The dmeasure snippet needs to fill lik with either the likelihood or the log likelihood, according to the needs of the calling algorithm (which in principle you cannot control). See the documentation. The code you give doesn't meet this requirement. Moreover, you are asking dpois to give you the log likelihood, then you are multiplying this by (1-phi_A).

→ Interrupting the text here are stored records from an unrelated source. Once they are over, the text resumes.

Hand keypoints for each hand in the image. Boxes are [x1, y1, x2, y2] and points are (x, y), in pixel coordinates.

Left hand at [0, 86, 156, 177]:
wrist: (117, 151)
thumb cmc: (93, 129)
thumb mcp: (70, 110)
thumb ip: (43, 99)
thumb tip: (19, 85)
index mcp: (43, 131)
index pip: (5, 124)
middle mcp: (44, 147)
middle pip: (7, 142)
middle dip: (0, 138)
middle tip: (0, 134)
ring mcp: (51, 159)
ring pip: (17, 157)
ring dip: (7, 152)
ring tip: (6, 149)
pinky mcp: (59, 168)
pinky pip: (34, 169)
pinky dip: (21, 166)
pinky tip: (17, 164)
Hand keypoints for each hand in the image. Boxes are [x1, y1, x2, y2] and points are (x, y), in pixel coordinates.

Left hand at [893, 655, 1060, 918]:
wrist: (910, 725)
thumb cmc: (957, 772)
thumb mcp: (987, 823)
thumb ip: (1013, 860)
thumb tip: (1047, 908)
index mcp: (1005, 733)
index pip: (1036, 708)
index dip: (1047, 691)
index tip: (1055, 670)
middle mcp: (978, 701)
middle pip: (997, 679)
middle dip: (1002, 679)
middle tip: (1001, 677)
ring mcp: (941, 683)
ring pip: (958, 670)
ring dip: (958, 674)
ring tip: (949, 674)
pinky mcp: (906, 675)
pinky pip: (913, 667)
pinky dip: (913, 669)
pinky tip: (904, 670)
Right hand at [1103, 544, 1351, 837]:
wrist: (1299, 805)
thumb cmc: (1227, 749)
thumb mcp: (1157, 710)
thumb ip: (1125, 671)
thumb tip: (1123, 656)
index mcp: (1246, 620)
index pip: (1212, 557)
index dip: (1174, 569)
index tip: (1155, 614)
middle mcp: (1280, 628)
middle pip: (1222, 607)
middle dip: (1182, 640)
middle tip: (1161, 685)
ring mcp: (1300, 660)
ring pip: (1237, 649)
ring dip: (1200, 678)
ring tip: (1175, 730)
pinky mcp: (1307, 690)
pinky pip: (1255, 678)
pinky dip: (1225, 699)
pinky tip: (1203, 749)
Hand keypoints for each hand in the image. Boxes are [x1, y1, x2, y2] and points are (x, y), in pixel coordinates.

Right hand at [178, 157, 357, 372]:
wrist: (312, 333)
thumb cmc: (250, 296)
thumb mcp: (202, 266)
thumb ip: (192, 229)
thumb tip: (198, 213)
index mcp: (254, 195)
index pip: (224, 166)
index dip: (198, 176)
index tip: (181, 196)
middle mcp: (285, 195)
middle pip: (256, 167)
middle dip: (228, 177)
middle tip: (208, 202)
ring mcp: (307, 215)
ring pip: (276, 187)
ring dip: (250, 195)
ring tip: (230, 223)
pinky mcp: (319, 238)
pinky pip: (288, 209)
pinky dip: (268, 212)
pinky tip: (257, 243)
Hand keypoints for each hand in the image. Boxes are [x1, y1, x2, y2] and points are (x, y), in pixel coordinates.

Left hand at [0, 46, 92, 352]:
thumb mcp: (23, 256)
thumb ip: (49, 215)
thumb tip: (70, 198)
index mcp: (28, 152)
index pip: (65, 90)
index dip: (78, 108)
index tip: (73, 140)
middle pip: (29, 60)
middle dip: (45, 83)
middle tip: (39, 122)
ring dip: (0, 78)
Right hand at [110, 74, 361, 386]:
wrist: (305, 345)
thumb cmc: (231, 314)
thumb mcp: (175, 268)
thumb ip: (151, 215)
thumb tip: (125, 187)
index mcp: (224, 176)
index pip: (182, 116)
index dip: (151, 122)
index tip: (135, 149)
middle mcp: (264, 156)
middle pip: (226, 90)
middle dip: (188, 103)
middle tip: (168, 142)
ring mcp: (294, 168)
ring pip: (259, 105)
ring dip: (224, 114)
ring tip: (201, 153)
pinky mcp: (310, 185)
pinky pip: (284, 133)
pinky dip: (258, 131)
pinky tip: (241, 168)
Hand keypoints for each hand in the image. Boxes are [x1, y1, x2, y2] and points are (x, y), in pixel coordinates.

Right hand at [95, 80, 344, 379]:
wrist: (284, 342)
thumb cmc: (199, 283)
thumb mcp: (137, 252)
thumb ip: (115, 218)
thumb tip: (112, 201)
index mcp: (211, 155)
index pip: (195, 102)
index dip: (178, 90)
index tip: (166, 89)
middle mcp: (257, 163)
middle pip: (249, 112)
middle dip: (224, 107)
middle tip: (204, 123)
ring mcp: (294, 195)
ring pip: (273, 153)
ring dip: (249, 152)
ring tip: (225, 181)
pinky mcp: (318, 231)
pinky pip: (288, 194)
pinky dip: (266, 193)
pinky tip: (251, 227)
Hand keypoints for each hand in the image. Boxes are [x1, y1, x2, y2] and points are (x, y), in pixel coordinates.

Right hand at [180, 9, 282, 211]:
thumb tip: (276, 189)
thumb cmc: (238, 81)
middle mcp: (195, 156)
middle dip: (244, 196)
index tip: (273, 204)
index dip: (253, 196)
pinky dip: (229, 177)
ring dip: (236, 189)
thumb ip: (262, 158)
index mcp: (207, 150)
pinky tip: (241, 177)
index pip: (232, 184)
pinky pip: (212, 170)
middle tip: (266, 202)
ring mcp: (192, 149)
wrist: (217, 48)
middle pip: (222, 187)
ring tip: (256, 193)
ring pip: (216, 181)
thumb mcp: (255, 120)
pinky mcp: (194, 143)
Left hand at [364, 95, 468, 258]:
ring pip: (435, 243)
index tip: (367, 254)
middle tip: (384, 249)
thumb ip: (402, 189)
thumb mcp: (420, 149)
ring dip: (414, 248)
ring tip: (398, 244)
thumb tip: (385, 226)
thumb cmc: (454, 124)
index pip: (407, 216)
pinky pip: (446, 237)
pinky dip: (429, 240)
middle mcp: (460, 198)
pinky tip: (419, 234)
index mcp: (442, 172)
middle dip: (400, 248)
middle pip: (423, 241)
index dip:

This is incoherent.

Compare the codes below.

dmeas <- Csnippet("
                  double lik_A, lik_B;
                  double mA = rho_A*K_A;

                  if (total_a < 0.5) {
                    lik_A = (1-phi_A)*dpois(0,mA,0) + phi_A;
                  } else {
                    lik_A = (1-phi_A)*dpois(total_a,mA,0);                    
                  }

                  double mB = rho_B*K_B;

                  if (total_b < 0.5) {
                    lik_B = (1-phi_B)*dpois(0,mB,0) + phi_B;
                  } else {
                    lik_B = (1-phi_B)*dpois(total_b,mB,0);
                  }
                  lik = (give_log) ? log(lik_A) + log(lik_B) : lik_A*lik_B;
                  ")
Spatial-R commented 3 years ago

Thanks! I can run the pomp model now. It seems that the result from the global searching is not well good. I will check the data and model structure again, eg, other distributions in the measure part.

kingaa commented 3 years ago

I will close this issue now. Feel free to reopen if more discussion is warranted.